Figure 1On the third day of admission, cranial computed tomography revealed widespread hypodense areas in both cerebral hemispheres, loss of gray and white matter separation, and deletion in sulcal structures compatible with severe edema.
Lethal cerebral edema occurred in a 2-y-old male patient who had diffuse brain edema and ischemic changes on CT after scorpion sting and was later reported to be diagnosed with brain death.

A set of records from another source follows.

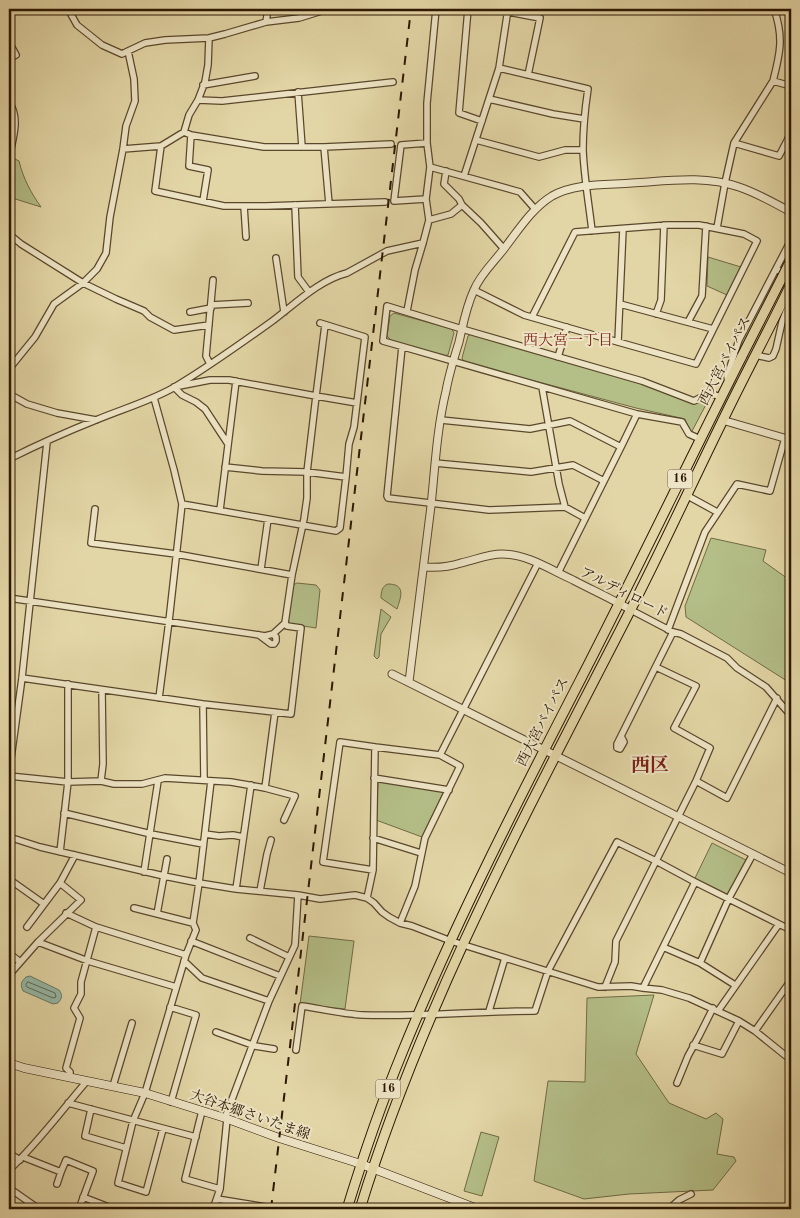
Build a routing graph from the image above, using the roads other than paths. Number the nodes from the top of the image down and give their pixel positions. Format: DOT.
graph roads {
  1 [pos="68,9"];
  2 [pos="268,9"];
  3 [pos="328,9"];
  4 [pos="436,9"];
  5 [pos="468,9"];
  6 [pos="492,9"];
  7 [pos="774,9"];
  8 [pos="508,10"];
  9 [pos="266,22"];
  10 [pos="209,38"];
  11 [pos="9,42"];
  12 [pos="128,51"];
  13 [pos="9,58"];
  14 [pos="499,68"];
  15 [pos="528,75"];
  16 [pos="255,76"];
  17 [pos="773,81"];
  18 [pos="393,82"];
  19 [pos="203,85"];
  20 [pos="791,86"];
  21 [pos="298,92"];
  22 [pos="489,99"];
  23 [pos="198,100"];
  24 [pos="9,102"];
  25 [pos="584,119"];
  26 [pos="482,120"];
  27 [pos="184,132"];
  28 [pos="791,133"];
  29 [pos="191,135"];
  30 [pos="476,140"];
  31 [pos="427,143"];
  32 [pos="734,143"];
  33 [pos="391,144"];
  34 [pos="161,146"];
  35 [pos="302,147"];
  36 [pos="324,147"];
  37 [pos="123,149"];
  38 [pos="584,150"];
  39 [pos="9,159"];
  40 [pos="430,167"];
  41 [pos="446,171"];
  42 [pos="464,176"];
  43 [pos="725,183"];
  44 [pos="586,186"];
  45 [pos="426,199"];
  46 [pos="203,201"];
  47 [pos="385,202"];
  48 [pos="329,204"];
  49 [pos="295,205"];
  50 [pos="462,205"];
  51 [pos="244,206"];
  52 [pos="536,209"];
  53 [pos="791,212"];
  54 [pos="429,220"];
  55 [pos="664,225"];
  56 [pos="706,226"];
  57 [pos="716,228"];
  58 [pos="623,229"];
  59 [pos="592,231"];
  60 [pos="9,234"];
  61 [pos="246,237"];
  62 [pos="791,240"];
  63 [pos="423,243"];
  64 [pos="504,249"];
  65 [pos="276,258"];
  66 [pos="791,260"];
  67 [pos="776,269"];
  68 [pos="791,277"];
  69 [pos="213,280"];
  70 [pos="83,283"];
  71 [pos="791,284"];
  72 [pos="474,290"];
  73 [pos="309,292"];
  74 [pos="791,299"];
  75 [pos="248,303"];
  76 [pos="620,304"];
  77 [pos="211,307"];
  78 [pos="407,311"];
  79 [pos="190,312"];
  80 [pos="284,312"];
  81 [pos="656,314"];
  82 [pos="532,317"];
  83 [pos="688,322"];
  84 [pos="209,325"];
  85 [pos="567,327"];
  86 [pos="462,329"];
  87 [pos="713,329"];
  88 [pos="618,342"];
  89 [pos="402,347"];
  90 [pos="755,355"];
  91 [pos="558,357"];
  92 [pos="453,361"];
  93 [pos="210,364"];
  94 [pos="9,369"];
  95 [pos="236,381"];
  96 [pos="728,384"];
  97 [pos="174,387"];
  98 [pos="542,387"];
  99 [pos="9,394"];
  100 [pos="316,396"];
  101 [pos="721,397"];
  102 [pos="154,398"];
  103 [pos="357,403"];
  104 [pos="637,414"];
  105 [pos="96,420"];
  106 [pos="441,420"];
  107 [pos="722,420"];
  108 [pos="549,425"];
  109 [pos="700,439"];
  110 [pos="788,439"];
  111 [pos="46,442"];
  112 [pos="228,444"];
  113 [pos="621,446"];
  114 [pos="9,459"];
  115 [pos="435,462"];
  116 [pos="225,467"];
  117 [pos="556,468"];
  118 [pos="306,472"];
  119 [pos="346,477"];
  120 [pos="604,481"];
  121 [pos="686,495"];
  122 [pos="431,503"];
  123 [pos="182,504"];
  124 [pos="565,507"];
  125 [pos="95,509"];
  126 [pos="220,510"];
  127 [pos="717,512"];
  128 [pos="585,518"];
  129 [pos="268,519"];
  130 [pos="303,526"];
  131 [pos="176,554"];
  132 [pos="538,564"];
  133 [pos="424,567"];
  134 [pos="261,569"];
  135 [pos="558,573"];
  136 [pos="292,575"];
  137 [pos="9,598"];
  138 [pos="29,601"];
  139 [pos="619,603"];
  140 [pos="631,610"];
  141 [pos="169,622"];
  142 [pos="285,623"];
  143 [pos="671,631"];
  144 [pos="273,634"];
  145 [pos="259,635"];
  146 [pos="656,667"];
  147 [pos="392,674"];
  148 [pos="22,678"];
  149 [pos="409,682"];
  150 [pos="68,684"];
  151 [pos="102,690"];
  152 [pos="159,698"];
  153 [pos="777,698"];
  154 [pos="203,704"];
  155 [pos="464,709"];
  156 [pos="275,712"];
  157 [pos="791,713"];
  158 [pos="621,736"];
  159 [pos="375,747"];
  160 [pos="544,750"];
  161 [pos="440,755"];
  162 [pos="555,755"];
  163 [pos="9,774"];
  164 [pos="374,778"];
  165 [pos="158,780"];
  166 [pos="101,781"];
  167 [pos="208,781"];
  168 [pos="696,781"];
  169 [pos="68,782"];
  170 [pos="252,785"];
  171 [pos="266,788"];
  172 [pos="449,790"];
  173 [pos="64,813"];
  174 [pos="678,817"];
  175 [pos="284,820"];
  176 [pos="151,834"];
  177 [pos="205,834"];
  178 [pos="9,837"];
  179 [pos="243,837"];
  180 [pos="373,838"];
  181 [pos="271,840"];
  182 [pos="203,844"];
  183 [pos="60,852"];
  184 [pos="421,854"];
  185 [pos="753,854"];
  186 [pos="75,855"];
  187 [pos="167,859"];
  188 [pos="656,861"];
  189 [pos="373,870"];
  190 [pos="144,872"];
  191 [pos="791,873"];
  192 [pos="164,876"];
  193 [pos="695,882"];
  194 [pos="60,883"];
  195 [pos="199,883"];
  196 [pos="9,888"];
  197 [pos="236,889"];
  198 [pos="260,891"];
  199 [pos="298,895"];
  200 [pos="367,898"];
  201 [pos="730,898"];
  202 [pos="44,904"];
  203 [pos="134,908"];
  204 [pos="66,914"];
  205 [pos="157,914"];
  206 [pos="193,923"];
  207 [pos="400,923"];
  208 [pos="779,924"];
  209 [pos="27,927"];
  210 [pos="96,927"];
  211 [pos="791,930"];
  212 [pos="250,938"];
  213 [pos="191,941"];
  214 [pos="450,941"];
  215 [pos="38,942"];
  216 [pos="462,945"];
  217 [pos="663,946"];
  218 [pos="9,953"];
  219 [pos="186,955"];
  220 [pos="289,956"];
  221 [pos="505,958"];
  222 [pos="88,961"];
  223 [pos="20,962"];
  224 [pos="184,962"];
  225 [pos="700,963"];
  226 [pos="548,971"];
  227 [pos="9,975"];
  228 [pos="280,976"];
  229 [pos="791,980"];
  230 [pos="735,985"];
  231 [pos="176,987"];
  232 [pos="605,987"];
  233 [pos="643,988"];
  234 [pos="269,1001"];
  235 [pos="170,1007"];
  236 [pos="715,1010"];
  237 [pos="489,1011"];
  238 [pos="432,1014"];
  239 [pos="418,1015"];
  240 [pos="739,1021"];
  241 [pos="132,1023"];
  242 [pos="216,1032"];
  243 [pos="755,1032"];
  244 [pos="252,1045"];
  245 [pos="693,1045"];
  246 [pos="274,1049"];
  247 [pos="296,1050"];
  248 [pos="791,1051"];
  249 [pos="789,1058"];
  250 [pos="9,1062"];
  251 [pos="70,1077"];
  252 [pos="86,1081"];
  253 [pos="677,1083"];
  254 [pos="113,1086"];
  255 [pos="145,1093"];
  256 [pos="171,1102"];
  257 [pos="68,1103"];
  258 [pos="91,1109"];
  259 [pos="202,1111"];
  260 [pos="226,1118"];
  261 [pos="133,1121"];
  262 [pos="164,1129"];
  263 [pos="196,1137"];
  264 [pos="126,1148"];
  265 [pos="9,1153"];
  266 [pos="22,1158"];
  267 [pos="361,1164"];
  268 [pos="372,1168"];
  269 [pos="9,1170"];
  270 [pos="61,1172"];
  271 [pos="57,1184"];
  272 [pos="9,1188"];
  273 [pos="220,1189"];
  274 [pos="691,1194"];
  275 [pos="83,1197"];
  276 [pos="217,1199"];
  277 [pos="266,1207"];
  278 [pos="39,1209"];
  279 [pos="79,1209"];
  280 [pos="114,1209"];
  281 [pos="213,1209"];
  282 [pos="347,1209"];
  283 [pos="360,1209"];
  284 [pos="478,1209"];
  285 [pos="669,1209"];
  1 -- 12 [label="street"];
  2 -- 9 [label="street"];
  3 -- 9 [label="street"];
  4 -- 31 [label="street"];
  5 -- 26 [label="street"];
  6 -- 8 [label="street"];
  7 -- 17 [label="street"];
  8 -- 14 [label="street"];
  8 -- 15 [label="street"];
  9 -- 10 [label="street"];
  10 -- 12 [label="street"];
  10 -- 19 [label="street"];
  11 -- 13 [label="street"];
  12 -- 37 [label="street"];
  14 -- 15 [label="street"];
  14 -- 22 [label="street"];
  15 -- 25 [label="street"];
  16 -- 19 [label="street"];
  17 -- 20 [label="street"];
  17 -- 32 [label="street"];
  18 -- 21 [label="street"];
  19 -- 23 [label="street"];
  21 -- 23 [label="street"];
  21 -- 35 [label="street"];
  22 -- 25 [label="street"];
  22 -- 26 [label="street"];
  23 -- 27 [label="street"];
  24 -- 39 [label="street"];
  25 -- 38 [label="street"];
  26 -- 30 [label="street"];
  27 -- 29 [label="street"];
  27 -- 34 [label="street"];
  28 -- 32 [label="street"];
  29 -- 35 [label="street"];
  29 -- 46 [label="street"];
  30 -- 38 [label="street"];
  30 -- 42 [label="street"];
  31 -- 40 [label="street"];
  31 -- 45 [label="street"];
  32 -- 43 [label="street"];
  33 -- 36 [label="street"];
  34 -- 37 [label="street"];
  34 -- 46 [label="street"];
  35 -- 36 [label="street"];
  36 -- 48 [label="street"];
  37 -- 70 [label="street"];
  38 -- 44 [label="street"];
  40 -- 41 [label="street"];
  40 -- 45 [label="street"];
  41 -- 42 [label="street"];
  41 -- 50 [label="street"];
  42 -- 52 [label="street"];
  43 -- 44 [label="street"];
  43 -- 53 [label="street"];
  43 -- 57 [label="street"];
  44 -- 52 [label="street"];
  44 -- 59 [label="street"];
  45 -- 54 [label="street"];
  46 -- 51 [label="street"];
  47 -- 48 [label="street"];
  48 -- 49 [label="street"];
  49 -- 51 [label="street"];
  49 -- 73 [label="street"];
  50 -- 54 [label="street"];
  50 -- 64 [label="street"];
  51 -- 61 [label="street"];
  52 -- 64 [label="street"];
  54 -- 63 [label="street"];
  55 -- 56 [label="street"];
  55 -- 58 [label="street"];
  55 -- 81 [label="street"];
  56 -- 57 [label="street"];
  56 -- 83 [label="street"];
  57 -- 87 [label="street"];
  58 -- 59 [label="street"];
  58 -- 76 [label="street"];
  59 -- 82 [label="street"];
  60 -- 70 [label="street"];
  62 -- 67 [label="street"];
  63 -- 73 [label="street"];
  63 -- 78 [label="street"];
  64 -- 72 [label="street"];
  65 -- 80 [label="street"];
  66 -- 96 [label="highway, 西大宮バイパス / 16, bridge"];
  67 -- 68 [label="street"];
  67 -- 96 [label="street"];
  69 -- 77 [label="street"];
  70 -- 84 [label="street"];
  70 -- 94 [label="street"];
  71 -- 90 [label="highway, 西大宮バイパス / 16"];
  72 -- 82 [label="street"];
  72 -- 86 [label="street"];
  73 -- 80 [label="street"];
  74 -- 90 [label="street"];
  75 -- 77 [label="street"];
  76 -- 81 [label="street"];
  76 -- 88 [label="street"];
  77 -- 79 [label="street"];
  77 -- 84 [label="street"];
  78 -- 86 [label="street"];
  78 -- 89 [label="street"];
  80 -- 93 [label="street"];
  81 -- 83 [label="street"];
  82 -- 85 [label="street"];
  83 -- 87 [label="street"];
  84 -- 93 [label="street"];
  85 -- 88 [label="street"];
  85 -- 91 [label="street"];
  86 -- 91 [label="street"];
  86 -- 92 [label="street"];
  87 -- 88 [label="street"];
  89 -- 92 [label="street"];
  89 -- 122 [label="street"];
  90 -- 107 [label="highway, 西大宮バイパス / 16"];
  91 -- 101 [label="street"];
  92 -- 98 [label="street"];
  92 -- 106 [label="street"];
  93 -- 97 [label="street"];
  95 -- 97 [label="street"];
  95 -- 100 [label="street"];
  95 -- 112 [label="street"];
  96 -- 101 [label="highway, 西大宮バイパス / 16"];
  97 -- 102 [label="street"];
  97 -- 112 [label="street"];
  98 -- 104 [label="street"];
  98 -- 108 [label="street"];
  99 -- 105 [label="street"];
  100 -- 103 [label="street"];
  100 -- 103 [label="street"];
  100 -- 118 [label="street"];
  101 -- 109 [label="highway, 西大宮バイパス / 16"];
  102 -- 105 [label="street"];
  102 -- 123 [label="street"];
  103 -- 119 [label="street"];
  104 -- 109 [label="street"];
  104 -- 113 [label="street"];
  105 -- 111 [label="street"];
  106 -- 108 [label="street"];
  106 -- 115 [label="street"];
  107 -- 110 [label="street"];
  107 -- 121 [label="highway, 西大宮バイパス / 16"];
  108 -- 113 [label="street"];
  108 -- 117 [label="street"];
  109 -- 139 [label="highway, 西大宮バイパス / 16"];
  110 -- 127 [label="street"];
  111 -- 114 [label="street"];
  111 -- 138 [label="street"];
  112 -- 116 [label="street"];
  113 -- 120 [label="street"];
  115 -- 117 [label="street"];
  115 -- 122 [label="street"];
  116 -- 118 [label="street"];
  116 -- 126 [label="street"];
  117 -- 120 [label="street"];
  117 -- 124 [label="street"];
  118 -- 119 [label="street"];
  118 -- 130 [label="street"];
  119 -- 130 [label="street"];
  120 -- 128 [label="street"];
  121 -- 127 [label="street"];
  121 -- 140 [label="highway, 西大宮バイパス / 16"];
  122 -- 124 [label="street"];
  122 -- 133 [label="street"];
  123 -- 126 [label="street"];
  123 -- 131 [label="street"];
  124 -- 128 [label="street"];
  125 -- 131 [label="street"];
  126 -- 129 [label="street"];
  127 -- 143 [label="street"];
  128 -- 135 [label="street"];
  129 -- 130 [label="street"];
  129 -- 134 [label="street"];
  130 -- 136 [label="street"];
  131 -- 134 [label="street"];
  131 -- 141 [label="street"];
  132 -- 133 [label="street, アルディロード"];
  132 -- 135 [label="street, アルディロード"];
  132 -- 155 [label="street"];
  133 -- 149 [label="street"];
  134 -- 136 [label="street"];
  135 -- 139 [label="street, アルディロード"];
  136 -- 142 [label="street"];
  137 -- 138 [label="street"];
  138 -- 141 [label="street"];
  138 -- 148 [label="street"];
  139 -- 140 [label="street, アルディロード"];
  139 -- 160 [label="highway, 西大宮バイパス / 16"];
  140 -- 143 [label="street, アルディロード"];
  140 -- 162 [label="highway, 西大宮バイパス / 16"];
  141 -- 145 [label="street"];
  141 -- 152 [label="street"];
  142 -- 144 [label="street"];
  142 -- 156 [label="street"];
  143 -- 146 [label="street"];
  143 -- 153 [label="street, アルディロード"];
  144 -- 145 [label="street"];
  144 -- 145 [label="street"];
  146 -- 158 [label="street"];
  146 -- 168 [label="street"];
  147 -- 149 [label="street"];
  148 -- 150 [label="street"];
  148 -- 163 [label="street"];
  149 -- 155 [label="street"];
  150 -- 151 [label="street"];
  150 -- 169 [label="street"];
  151 -- 152 [label="street"];
  151 -- 166 [label="street"];
  152 -- 154 [label="street"];
  153 -- 157 [label="street, アルディロード"];
  153 -- 168 [label="street"];
  154 -- 156 [label="street"];
  154 -- 167 [label="street"];
  155 -- 160 [label="street"];
  155 -- 161 [label="street"];
  156 -- 171 [label="street"];
  159 -- 161 [label="street"];
  159 -- 164 [label="street"];
  159 -- 189 [label="street"];
  160 -- 162 [label="street"];
  160 -- 214 [label="highway, 西大宮バイパス / 16"];
  161 -- 172 [label="street"];
  162 -- 174 [label="street"];
  162 -- 216 [label="highway, 西大宮バイパス / 16"];
  163 -- 169 [label="street"];
  164 -- 172 [label="street"];
  164 -- 180 [label="street"];
  165 -- 166 [label="street"];
  165 -- 167 [label="street"];
  165 -- 176 [label="street"];
  166 -- 169 [label="street"];
  167 -- 170 [label="street"];
  167 -- 177 [label="street"];
  168 -- 174 [label="street"];
  169 -- 173 [label="street"];
  170 -- 171 [label="street"];
  170 -- 179 [label="street"];
  171 -- 175 [label="street"];
  172 -- 184 [label="street"];
  173 -- 176 [label="street"];
  173 -- 183 [label="street"];
  174 -- 185 [label="street"];
  174 -- 188 [label="street"];
  176 -- 182 [label="street"];
  176 -- 190 [label="street"];
  177 -- 179 [label="street"];
  177 -- 182 [label="street"];
  178 -- 183 [label="street"];
  179 -- 197 [label="street"];
  180 -- 184 [label="street"];
  180 -- 189 [label="street"];
  181 -- 198 [label="street"];
  182 -- 195 [label="street"];
  183 -- 186 [label="street"];
  184 -- 207 [label="street"];
  185 -- 191 [label="street"];
  185 -- 201 [label="street"];
  186 -- 190 [label="street"];
  186 -- 194 [label="street"];
  187 -- 192 [label="street"];
  188 -- 193 [label="street"];
  188 -- 226 [label="street"];
  188 -- 232 [label="street"];
  189 -- 200 [label="street"];
  190 -- 192 [label="street"];
  192 -- 195 [label="street"];
  192 -- 205 [label="street"];
  193 -- 201 [label="street"];
  193 -- 217 [label="street"];
  194 -- 202 [label="street"];
  194 -- 204 [label="street"];
  195 -- 197 [label="street"];
  195 -- 206 [label="street"];
  196 -- 202 [label="street"];
  197 -- 198 [label="street"];
  198 -- 199 [label="street"];
  199 -- 200 [label="street"];
  199 -- 220 [label="street"];
  200 -- 207 [label="street"];
  201 -- 208 [label="street"];
  201 -- 225 [label="street"];
  202 -- 209 [label="street"];
  203 -- 205 [label="street"];
  204 -- 210 [label="street"];
  204 -- 215 [label="street"];
  205 -- 206 [label="street"];
  206 -- 213 [label="street"];
  207 -- 214 [label="street"];
  208 -- 211 [label="street"];
  208 -- 230 [label="street"];
  210 -- 219 [label="street"];
  210 -- 222 [label="street"];
  212 -- 220 [label="street"];
  213 -- 219 [label="street"];
  213 -- 228 [label="street"];
  214 -- 216 [label="street"];
  214 -- 239 [label="highway, 西大宮バイパス / 16"];
  215 -- 222 [label="street"];
  215 -- 223 [label="street"];
  216 -- 221 [label="street"];
  216 -- 238 [label="highway, 西大宮バイパス / 16"];
  217 -- 225 [label="street"];
  217 -- 233 [label="street"];
  218 -- 223 [label="street"];
  219 -- 224 [label="street"];
  220 -- 228 [label="street"];
  221 -- 226 [label="street"];
  221 -- 237 [label="street"];
  222 -- 231 [label="street"];
  222 -- 251 [label="street"];
  223 -- 227 [label="street"];
  224 -- 231 [label="street"];
  224 -- 234 [label="street"];
  225 -- 230 [label="street"];
  226 -- 232 [label="street"];
  226 -- 237 [label="street"];
  228 -- 234 [label="street"];
  229 -- 243 [label="street"];
  230 -- 236 [label="street"];
  231 -- 235 [label="street"];
  232 -- 233 [label="street"];
  233 -- 236 [label="street"];
  234 -- 244 [label="street"];
  235 -- 255 [label="street"];
  235 -- 256 [label="street"];
  236 -- 240 [label="street"];
  236 -- 245 [label="street"];
  237 -- 238 [label="street"];
  238 -- 239 [label="street"];
  238 -- 268 [label="highway, 西大宮バイパス / 16"];
  239 -- 247 [label="street"];
  239 -- 267 [label="highway, 西大宮バイパス / 16"];
  240 -- 243 [label="street"];
  240 -- 245 [label="street"];
  241 -- 254 [label="street"];
  242 -- 244 [label="street"];
  243 -- 249 [label="street"];
  244 -- 246 [label="street"];
  244 -- 260 [label="street"];
  245 -- 253 [label="street"];
  248 -- 249 [label="street"];
  250 -- 251 [label="main road, 大谷本郷さいたま線"];
  251 -- 252 [label="main road, 大谷本郷さいたま線"];
  252 -- 254 [label="main road, 大谷本郷さいたま線"];
  252 -- 257 [label="street"];
  254 -- 255 [label="main road, 大谷本郷さいたま線"];
  255 -- 256 [label="main road, 大谷本郷さいたま線"];
  255 -- 261 [label="street"];
  256 -- 259 [label="main road, 大谷本郷さいたま線"];
  257 -- 258 [label="street"];
  257 -- 266 [label="street"];
  258 -- 261 [label="street"];
  258 -- 264 [label="street"];
  259 -- 260 [label="main road, 大谷本郷さいたま線"];
  259 -- 263 [label="street"];
  260 -- 267 [label="main road, 大谷本郷さいたま線"];
  260 -- 273 [label="street"];
  261 -- 262 [label="street"];
  261 -- 264 [label="street"];
  262 -- 263 [label="street"];
  262 -- 264 [label="street"];
  263 -- 273 [label="street"];
  265 -- 266 [label="street"];
  266 -- 269 [label="street"];
  266 -- 270 [label="street"];
  267 -- 268 [label="main road, 大谷本郷さいたま線"];
  267 -- 282 [label="highway, 西大宮バイパス / 16"];
  268 -- 283 [label="highway, 西大宮バイパス / 16"];
  268 -- 284 [label="main road, 大谷本郷さいたま線"];
  270 -- 271 [label="street"];
  270 -- 275 [label="street"];
  272 -- 278 [label="street"];
  273 -- 276 [label="street"];
  274 -- 285 [label="street"];
  275 -- 279 [label="street"];
  275 -- 280 [label="street"];
  276 -- 277 [label="street"];
  276 -- 281 [label="street"];
}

Similarly, our patient had diffuse brain edema (owing to possible toxicologic effects) on CT and was diagnosed with brain death on the 10th day of admission. CNS pathophysiologic effects have been hypothetically assigned to venom penetration through the blood-brain barrier because of possible increased permeability in young children.
Symptoms of systemic envenomation may be caused by the venom (toxins) itself or neurotransmitters (catecholamines) and proinflammatory cytokines released owing to the venom.
In conclusion, we believe that this patient had unusually severe brain damage either owing to venom-related direct CNS toxicity (increased permeability of the blood-brain barrier, affecting the CNS neurons) or the secondary effect of proinflammatory cytokines and neurotransmitters affecting blood vessels, which induced brain ischemia and cytolytic brain edema.